Okullara manevi danışman atanmasını öngören ‘Çevreme Duyarlıyım, Değerlerime Sahip Çıkıyorum’ (ÇEDES) Protokolü, bugün Ankara’da Eğitim Sen, Tüm Öğrenci Velileri Dayanışma Derneği (Öv-Der), Öğrenci Veli Derneği (Veli-Der), Yeni Kuşak Köy Enstitülüler Derneği, Halkevleri, Sosyal Haklar Derneği, Alevi Bektaşi Federasyonu, Demokratik Alevi Dernekleri, Pir Sultan Abdal Kültür Derneği, Alevi Kültür Dernekleri, Hacı Bektaş Veli Anadolu Kültür Vakfı tarafından protesto edildi.

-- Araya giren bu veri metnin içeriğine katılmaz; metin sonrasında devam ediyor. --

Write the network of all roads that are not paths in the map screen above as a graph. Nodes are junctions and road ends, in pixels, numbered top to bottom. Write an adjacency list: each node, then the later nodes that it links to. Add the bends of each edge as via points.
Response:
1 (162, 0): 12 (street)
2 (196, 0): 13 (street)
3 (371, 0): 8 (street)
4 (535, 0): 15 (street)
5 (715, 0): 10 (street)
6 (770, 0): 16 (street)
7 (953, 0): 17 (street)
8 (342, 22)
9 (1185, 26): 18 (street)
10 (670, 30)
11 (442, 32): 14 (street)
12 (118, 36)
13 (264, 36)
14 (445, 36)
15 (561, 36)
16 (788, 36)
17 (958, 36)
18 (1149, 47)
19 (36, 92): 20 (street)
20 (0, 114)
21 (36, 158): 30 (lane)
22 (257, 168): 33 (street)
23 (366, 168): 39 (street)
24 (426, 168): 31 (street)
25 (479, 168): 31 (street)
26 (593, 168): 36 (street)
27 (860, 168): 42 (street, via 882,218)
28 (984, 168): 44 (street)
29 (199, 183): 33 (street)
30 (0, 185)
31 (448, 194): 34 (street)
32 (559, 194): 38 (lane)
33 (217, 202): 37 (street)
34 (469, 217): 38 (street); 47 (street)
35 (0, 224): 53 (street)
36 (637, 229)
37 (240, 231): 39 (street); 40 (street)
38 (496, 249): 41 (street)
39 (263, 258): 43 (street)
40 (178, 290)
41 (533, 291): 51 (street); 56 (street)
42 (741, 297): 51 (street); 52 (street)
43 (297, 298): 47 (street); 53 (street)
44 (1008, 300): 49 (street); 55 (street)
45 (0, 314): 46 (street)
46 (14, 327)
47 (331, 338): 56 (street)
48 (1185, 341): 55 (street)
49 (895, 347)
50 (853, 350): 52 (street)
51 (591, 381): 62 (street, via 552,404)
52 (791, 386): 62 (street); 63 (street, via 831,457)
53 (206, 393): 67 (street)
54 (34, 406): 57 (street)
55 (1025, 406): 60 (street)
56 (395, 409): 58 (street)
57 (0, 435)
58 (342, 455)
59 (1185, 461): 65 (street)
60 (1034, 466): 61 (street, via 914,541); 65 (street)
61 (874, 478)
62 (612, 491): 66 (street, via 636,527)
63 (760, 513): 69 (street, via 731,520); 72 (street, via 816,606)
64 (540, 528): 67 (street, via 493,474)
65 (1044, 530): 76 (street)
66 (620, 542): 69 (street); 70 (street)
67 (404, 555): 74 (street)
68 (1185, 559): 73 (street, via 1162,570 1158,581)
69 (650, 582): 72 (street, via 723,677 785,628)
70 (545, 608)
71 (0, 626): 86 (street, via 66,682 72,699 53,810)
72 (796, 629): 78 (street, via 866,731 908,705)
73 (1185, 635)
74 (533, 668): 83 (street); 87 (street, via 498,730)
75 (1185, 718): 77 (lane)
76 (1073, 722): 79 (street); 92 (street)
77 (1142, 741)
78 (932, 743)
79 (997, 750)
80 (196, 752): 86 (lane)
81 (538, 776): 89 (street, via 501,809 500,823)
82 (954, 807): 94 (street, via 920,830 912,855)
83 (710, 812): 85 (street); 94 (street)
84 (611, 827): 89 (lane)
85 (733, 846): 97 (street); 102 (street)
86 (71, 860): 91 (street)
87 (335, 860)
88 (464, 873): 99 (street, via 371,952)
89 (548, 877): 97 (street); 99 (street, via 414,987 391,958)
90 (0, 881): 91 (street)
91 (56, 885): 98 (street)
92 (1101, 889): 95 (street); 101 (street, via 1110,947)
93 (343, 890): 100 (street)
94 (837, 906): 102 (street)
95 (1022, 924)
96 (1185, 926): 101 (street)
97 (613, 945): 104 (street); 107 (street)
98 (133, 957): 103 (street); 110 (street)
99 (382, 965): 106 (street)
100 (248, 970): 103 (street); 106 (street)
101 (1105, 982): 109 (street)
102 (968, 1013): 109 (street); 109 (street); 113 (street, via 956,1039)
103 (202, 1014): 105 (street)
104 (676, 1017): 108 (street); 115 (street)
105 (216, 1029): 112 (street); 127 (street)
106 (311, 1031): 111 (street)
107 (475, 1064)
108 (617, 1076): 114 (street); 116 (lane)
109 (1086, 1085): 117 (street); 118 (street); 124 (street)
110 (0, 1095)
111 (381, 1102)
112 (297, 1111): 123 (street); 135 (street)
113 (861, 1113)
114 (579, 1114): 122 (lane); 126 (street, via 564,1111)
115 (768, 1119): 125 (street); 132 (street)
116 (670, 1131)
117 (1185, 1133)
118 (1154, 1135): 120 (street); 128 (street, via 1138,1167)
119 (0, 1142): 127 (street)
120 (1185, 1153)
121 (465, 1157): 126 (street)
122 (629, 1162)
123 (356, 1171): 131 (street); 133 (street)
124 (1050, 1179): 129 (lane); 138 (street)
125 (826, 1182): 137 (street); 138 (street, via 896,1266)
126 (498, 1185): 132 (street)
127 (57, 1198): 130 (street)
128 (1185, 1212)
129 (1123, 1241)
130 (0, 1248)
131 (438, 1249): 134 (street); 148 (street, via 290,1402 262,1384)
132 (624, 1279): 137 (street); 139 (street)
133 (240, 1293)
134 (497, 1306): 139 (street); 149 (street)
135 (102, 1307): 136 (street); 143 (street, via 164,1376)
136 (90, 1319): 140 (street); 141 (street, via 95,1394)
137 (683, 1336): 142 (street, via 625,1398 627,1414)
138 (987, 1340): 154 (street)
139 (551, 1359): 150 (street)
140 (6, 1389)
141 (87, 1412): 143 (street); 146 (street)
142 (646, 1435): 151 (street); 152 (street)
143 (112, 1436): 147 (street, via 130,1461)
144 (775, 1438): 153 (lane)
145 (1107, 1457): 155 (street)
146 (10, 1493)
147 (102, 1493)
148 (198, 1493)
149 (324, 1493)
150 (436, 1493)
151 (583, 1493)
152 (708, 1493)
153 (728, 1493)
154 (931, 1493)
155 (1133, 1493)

Eğitim-Sen Ankara 1 No’lu Şube Başkanı Sacit Ünalmış, şunları söyledi:

‘İMAMLAR GÖREVLENDİRİLMEYE BAŞLANDI’

“Bu proje kapsamında Millî Eğitim Bakanlığı ve Gençlik ve Spor Bakanlığı hem programa katkı sağlayan hem de temsilci öğretmen kanalıyla öğrencileri bulan ve kamu mekanlarını kullandıran kurumlar olarak işlev görmektedir. Öğrencilere milli, manevi, ahlaki, insani ve kültürel değerlerimizin benimsetilmesi amacıyla tüm lise, ortaokul, ilkokul ve ana okulları ile il merkezi ve ilçelerde bulunan tüm cami ve kuran kurslarını kapsayan proje Milli Eğitim müdürlükleri ve Diyanet İşleri Başkanlığı’na bağlı il müftülükleri aracılığıyla okullara öğrencilerin sözde manevi gelişimini desteklemek amacıyla manevi danışman görevlendirmelerinin önünü açmaktadır. Bu bağlamda pedagojik eğitimi bulunmayan; vaiz, imam, hatip, kuran kursu öğreticileri İzmir ve Eskişehir başta olmak üzere çeşitli illerde görevlendirilmeye başlanmıştır.”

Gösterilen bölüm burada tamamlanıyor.